- Relator(a)
- Ministro Francisco Falcão
- Órgão julgador
- Primeira Seção
- Data do julgamento
- 31/10/2023
- Data de publicação
- 07/11/2023
STJ – Acórdão, Rel. Ministro Francisco Falcão, Primeira Seção, j. 31/10/2023, p. 07/11/2023
AGRAVO INTERNO. CONFLITO DE COMPETÊNCIA ENTRE JUSTIÇA DO TRABALHO E JUSTIÇA COMUM. AÇÃO BUSCANDO A NULIDADE DA CONTRATAÇÃO PELO REGIME ESTATUTÁRIO. RELAÇÃO ENTRE SERVIDOR E ENTE DE DIREITO PÚBLICO INTERNO. NATUREZA JURÍDICO-ADMINISTRATIVA. COMPETÊNCIA DA JUSTIÇA COMUM. I - Trata-se de conflito de competência suscitado na ação ajuizada por Larissa Sassaki Rodrigues contra o Município de Araraquara/SP objetivando o seu enquadramento como celetista e não estatutário, bem como a redução da jornada de trabalho para 30 horas semanais, conforme estipulado no edital do concurso para o qual logrou aprovação.
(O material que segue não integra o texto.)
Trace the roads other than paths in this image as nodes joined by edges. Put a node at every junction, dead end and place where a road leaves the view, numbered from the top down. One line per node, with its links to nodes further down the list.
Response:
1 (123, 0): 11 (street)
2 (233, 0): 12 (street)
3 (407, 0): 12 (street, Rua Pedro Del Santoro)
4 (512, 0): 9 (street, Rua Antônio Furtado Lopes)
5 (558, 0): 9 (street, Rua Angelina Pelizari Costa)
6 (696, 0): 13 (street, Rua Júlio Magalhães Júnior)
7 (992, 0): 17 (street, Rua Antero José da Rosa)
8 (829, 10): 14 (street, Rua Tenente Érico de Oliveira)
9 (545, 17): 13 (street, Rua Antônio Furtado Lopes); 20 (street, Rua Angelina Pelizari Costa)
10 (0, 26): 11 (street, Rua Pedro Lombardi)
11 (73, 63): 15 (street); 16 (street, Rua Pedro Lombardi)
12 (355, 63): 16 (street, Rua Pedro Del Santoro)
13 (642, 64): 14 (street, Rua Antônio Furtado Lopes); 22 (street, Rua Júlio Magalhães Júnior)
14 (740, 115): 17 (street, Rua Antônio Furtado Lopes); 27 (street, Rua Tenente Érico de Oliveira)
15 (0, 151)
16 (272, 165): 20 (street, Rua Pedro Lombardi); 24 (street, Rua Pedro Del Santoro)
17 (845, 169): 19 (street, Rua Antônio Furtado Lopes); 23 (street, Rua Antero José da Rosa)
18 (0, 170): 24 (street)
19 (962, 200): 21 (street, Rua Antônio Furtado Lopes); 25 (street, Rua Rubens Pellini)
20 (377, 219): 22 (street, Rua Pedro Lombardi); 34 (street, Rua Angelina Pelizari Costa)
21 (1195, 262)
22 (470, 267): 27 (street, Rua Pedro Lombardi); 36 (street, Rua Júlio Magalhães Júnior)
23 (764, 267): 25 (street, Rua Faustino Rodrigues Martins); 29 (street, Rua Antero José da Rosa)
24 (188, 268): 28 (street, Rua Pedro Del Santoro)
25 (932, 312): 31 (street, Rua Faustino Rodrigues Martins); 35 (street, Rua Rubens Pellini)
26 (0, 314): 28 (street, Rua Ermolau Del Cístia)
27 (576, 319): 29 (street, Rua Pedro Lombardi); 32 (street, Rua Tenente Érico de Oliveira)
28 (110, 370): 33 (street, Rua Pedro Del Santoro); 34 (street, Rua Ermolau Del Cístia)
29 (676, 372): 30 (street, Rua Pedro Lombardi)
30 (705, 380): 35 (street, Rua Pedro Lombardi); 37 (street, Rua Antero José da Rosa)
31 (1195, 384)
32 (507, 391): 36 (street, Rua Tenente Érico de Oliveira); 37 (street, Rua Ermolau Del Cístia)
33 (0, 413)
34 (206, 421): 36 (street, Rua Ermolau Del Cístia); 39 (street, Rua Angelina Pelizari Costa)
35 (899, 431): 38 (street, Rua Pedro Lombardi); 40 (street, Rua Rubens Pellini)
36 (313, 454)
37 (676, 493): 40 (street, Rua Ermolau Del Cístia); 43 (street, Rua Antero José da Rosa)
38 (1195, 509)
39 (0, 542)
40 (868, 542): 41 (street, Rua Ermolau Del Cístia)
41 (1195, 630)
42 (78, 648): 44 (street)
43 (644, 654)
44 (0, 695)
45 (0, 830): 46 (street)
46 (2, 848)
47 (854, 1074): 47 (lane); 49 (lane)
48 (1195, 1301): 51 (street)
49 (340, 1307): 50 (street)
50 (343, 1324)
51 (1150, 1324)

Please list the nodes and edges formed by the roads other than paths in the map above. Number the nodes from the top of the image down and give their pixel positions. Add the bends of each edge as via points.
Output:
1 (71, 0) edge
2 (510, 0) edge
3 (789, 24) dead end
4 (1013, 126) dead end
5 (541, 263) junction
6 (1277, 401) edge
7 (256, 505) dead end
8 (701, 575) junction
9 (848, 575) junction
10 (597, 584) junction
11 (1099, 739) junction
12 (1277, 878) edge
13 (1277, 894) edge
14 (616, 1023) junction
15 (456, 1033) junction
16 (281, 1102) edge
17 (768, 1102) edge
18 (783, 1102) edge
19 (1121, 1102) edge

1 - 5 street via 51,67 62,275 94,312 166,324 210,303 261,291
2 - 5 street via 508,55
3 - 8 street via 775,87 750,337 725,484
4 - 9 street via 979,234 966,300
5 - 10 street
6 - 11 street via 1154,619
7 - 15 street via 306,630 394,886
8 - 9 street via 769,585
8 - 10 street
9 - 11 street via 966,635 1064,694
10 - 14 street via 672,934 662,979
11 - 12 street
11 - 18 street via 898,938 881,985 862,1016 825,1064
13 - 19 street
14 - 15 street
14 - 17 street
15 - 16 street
II - Colhe-se dos autos que a parte reclamante foi admitida em 4/3/2022, para exercer o cargo de professora, após prévia aprovação em concurso público, já na vigência da Lei Complementar municipal n. 937/2020, que instituiu o regime estatutário para os servidores do município. III - Existindo lei instituindo o regime estatutário aos servidores municipais, eventual contratação pelo regime da CLT deve ser considerada irregular, dada a obrigatoriedade de apli cação do regime jurídico único previsto no art. 39 da Constituição da República. IV - A jurisprudência desta Corte, acompanhando o STF, no sentido de que, se o vínculo estabelecido entre o Poder Público e o servidor for estatutário ou de caráter jurídico-administrativo, a competência para análise das controvérsias trabalhistas será da Justiça Comum (estadual ou Federal). V - A Justiça Comum é também competente para deliberar acerca da validade da norma local que cria ou modifica regime jurídico de natureza estatutária para os servidores públicos. VI - Esta Corte Superior firmou entendimento no sentido de que a Justiça do Trabalho é incompetente para apreciar os feitos em que se questionam os critérios utilizados na seleção e admissão de pessoal nos quadros de entidade parceira do Poder Público, mesmo que a contratação se dê nos moldes da Consolidação das Leis do Trabalho, porquanto tal matéria diz respeito à fase pré-admissional, na qual não há falar em relação de trabalho propriamente dita, nos termos do art. 114 da Constituição federal, com redação dada pela EC n. 45/2004. VII - Agravo interno desprovido. (AgInt no CC n. 194.853/SP, relator Ministro Francisco Falcão, Primeira Seção, julgado em 31/10/2023, DJe de 7/11/2023.)